The PiE tests aren't brilliant, with sometimes confusing layout, exercises and structure, and the instructions are mechanistic and wooden, but they do show some diagnosis. Of course, all three boys have real problems - Eyal misses too much school for holidays, and the parents couldn't care less about education and don't support at home; Eli has S&L, comprehension and social communication difficulties (but "unfortunately" his level isn't low enough to trigger a statutory assessment or statement - but then again, we haven't been doing all we should) and Benjy is showing distinct signs of dyslexia. And it's necessary for the test administrator to scaffold a lot for the kids by showing them how to do the exercises, rehearsing with them, showing them simple strategies for tackling them (read through the whole passage, say "something" where there's a gap and then look at the word list for the right word, go back and read over your answers; SoundsWrite strategy of point and sound out each letter and then say the word, etc). But they show something. And that something isn't progress in English, not here. It will be humiliatiing when we have to present these results to the children's next schools: we have failed them. Big guilt trip.
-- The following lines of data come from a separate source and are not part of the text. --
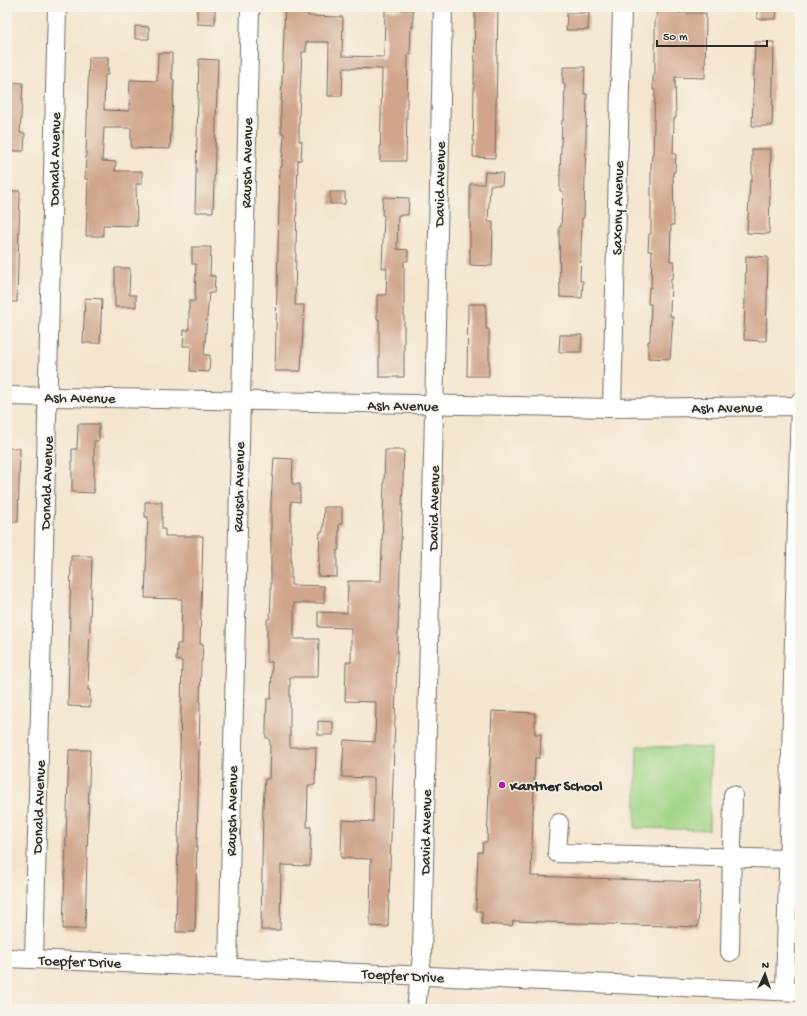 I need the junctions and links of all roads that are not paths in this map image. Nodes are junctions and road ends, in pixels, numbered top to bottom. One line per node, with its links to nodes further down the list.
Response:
1 (58, 7): 6 (street, Donald Avenue)
2 (250, 7): 7 (street, Rausch Avenue)
3 (443, 7): 9 (street, David Avenue)
4 (622, 7): 10 (street, Saxony Avenue)
5 (7, 396): 6 (street, Ash Avenue)
6 (48, 397): 7 (street, Ash Avenue); 17 (street, Donald Avenue)
7 (240, 400): 9 (street, Ash Avenue); 18 (street, Rausch Avenue)
8 (800, 405): 10 (street, Ash Avenue); 14 (street)
9 (434, 406): 10 (street, Ash Avenue); 19 (street, David Avenue)
10 (612, 408)
11 (733, 795): 13 (street)
12 (559, 823): 13 (street)
13 (731, 858): 14 (street); 15 (street)
14 (788, 859): 20 (street)
15 (730, 952)
16 (7, 958): 17 (street, Toepfer Drive)
17 (34, 959): 18 (street, Toepfer Drive)
18 (228, 966): 19 (street, Toepfer Drive)
19 (420, 976): 20 (street, Toepfer Drive); 21 (street, David Avenue)
20 (792, 991)
21 (416, 1009)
Closing this school is the best thing we could do for the kids. Even though the parents think we're wonderful, so do the governors and loads of others, and the kids love it here, and the staff all pat each other on the back about how we're not a failing school, we just haven't got children, but really we're very good, best in Hackney, blah blah, Gareth knows the truth. It's the old story: the worm that lives in horseradish thinks it tastes sweet.
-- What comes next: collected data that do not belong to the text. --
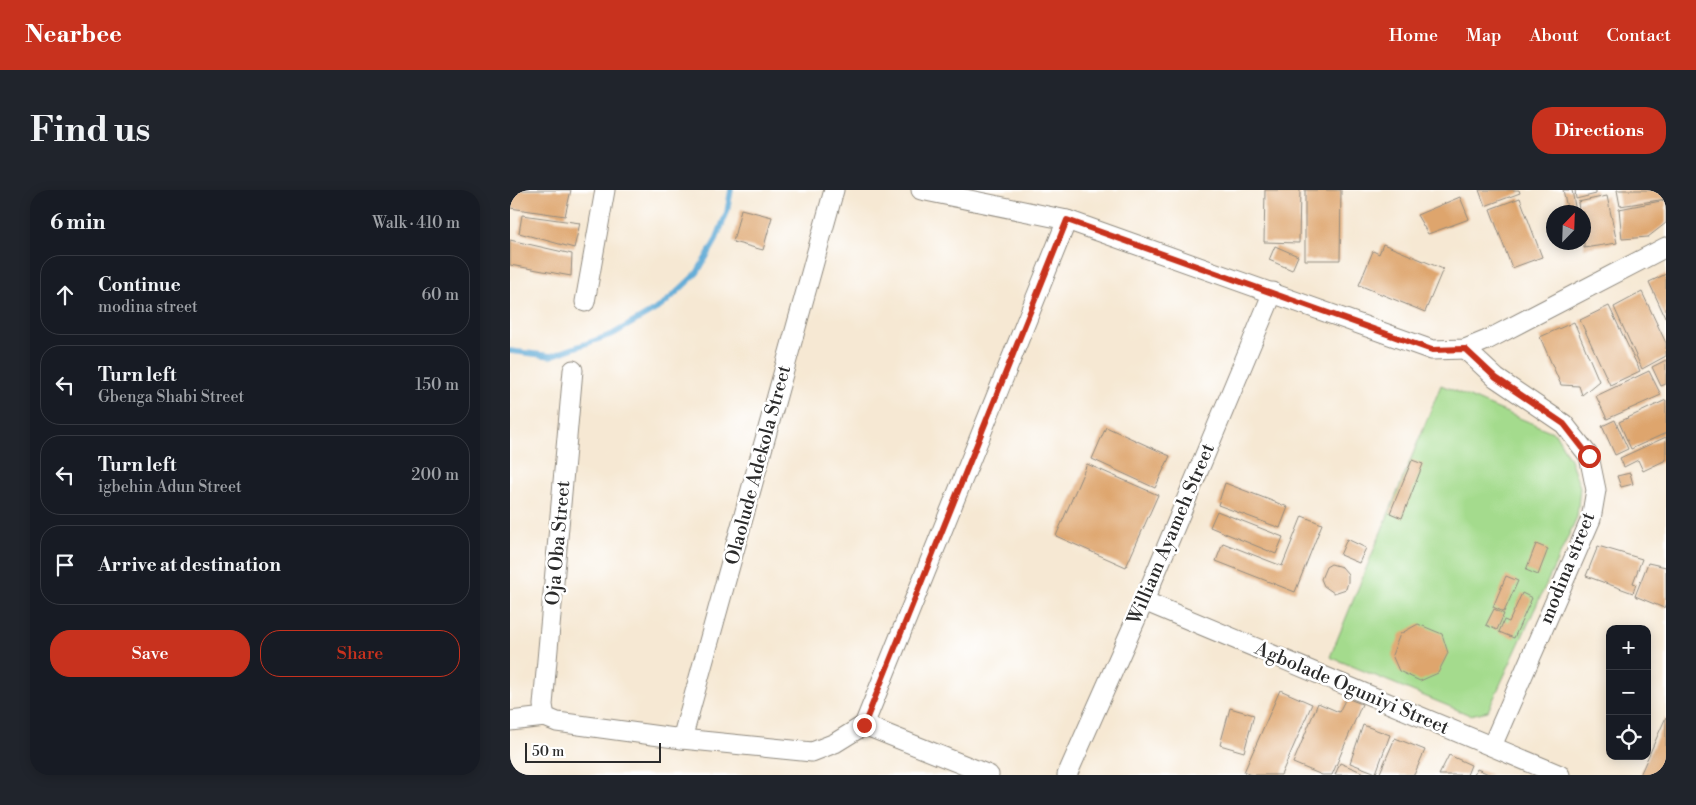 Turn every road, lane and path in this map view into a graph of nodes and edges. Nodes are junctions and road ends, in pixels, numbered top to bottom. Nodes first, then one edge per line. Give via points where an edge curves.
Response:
1 (605, 190) edge
2 (834, 190) edge
3 (921, 190) edge
4 (1067, 220) junction
5 (1666, 247) edge
6 (1273, 292) junction
7 (585, 302) dead end
8 (1465, 349) junction
9 (573, 370) dead end
10 (1144, 601) junction
11 (545, 717) junction
12 (510, 721) edge
13 (864, 725) junction
14 (682, 739) junction
15 (1492, 746) junction
16 (989, 775) edge
17 (1067, 775) edge
18 (1560, 775) edge

1 - 7 street
2 - 14 street, Olaolude Adekola Street
3 - 4 street
4 - 6 street
4 - 13 street
5 - 8 street
6 - 8 street via 1432,350
6 - 10 street, William Ayameh Street
8 - 15 street, modina street via 1496,378 1564,424 1589,456 1596,490 1591,519
9 - 11 street, Oja Oba Street via 543,705
10 - 15 street, Agbolade Oguniyi Street
10 - 17 street, William Ayameh Street
11 - 12 street
11 - 14 street via 557,722
13 - 14 street via 836,743 812,752
13 - 16 street
15 - 18 street, Agbolade Oguniyi Street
Of course, we were inheriting staff and systems that have been mired in this appalling self-perpetuating cycle of failure for years and years. Low standards, lower expectations of self and children, abysmal systems, non-existent or appalling records, failure to monitor and evaluate pupil progress to see whether they're making satisfactory progress in the light of prior attainment, almost total failure to use ongoing assessment to infrom planning and teaching (and certainly no systematic strategy for making this happen), and appalling ways of working. Etc.

Should we have done more? Yes. Could we have done more, inheriting such an atrocious, failing system, with our combined experience of three years in primary (3 + 0 !)? I don't think so.

So in the meantime, we have another eight weeks or so with these children. We must do something for them. Sara's going to try to do SoundsWrite with the main target children in Ian's and Rob's class.I hope we can at least ameliorate things a bit.

The taste of failure is bitter, and its legacy is shattering self-doubt, and the conviction that I am living the Peter principle: that I'm a fraud without the basic skills, ability, characteristics and knowledge to do the job. And the kids here have paid the price.

What a mess.

Tuesday, January 11, 2005

Waiting for the end...

Just gone 6pm at Avigdor, and I'm waiting for the end. This is really what I have seen coming for the last 6 months: the inevitable vote by Governors to close the school and end 65 years of trailblazing history of Jewish education in this country.

I can't say I think the decision will be wrong; but it's sad that I'm presiding over the demise of the school. Not nice to be the final Headteacher in an illustrious line.

The real blame, of course, lies with no-one - not even the spineless parents of Stamford Hill who won't send their children here even though they're desperate for the education we offer, and the equally spineless rabbonim who won't say in public what they will admit to in private: that their kehilla needs Avigdor and that for some families it's the l'hatchila choice. It lies, if anywhere, in the culture of fear within this kehilla that leaves families terrified at being outcasts if they are seen associating with a school that's frum, but not quite frum enough. We need Moshiach.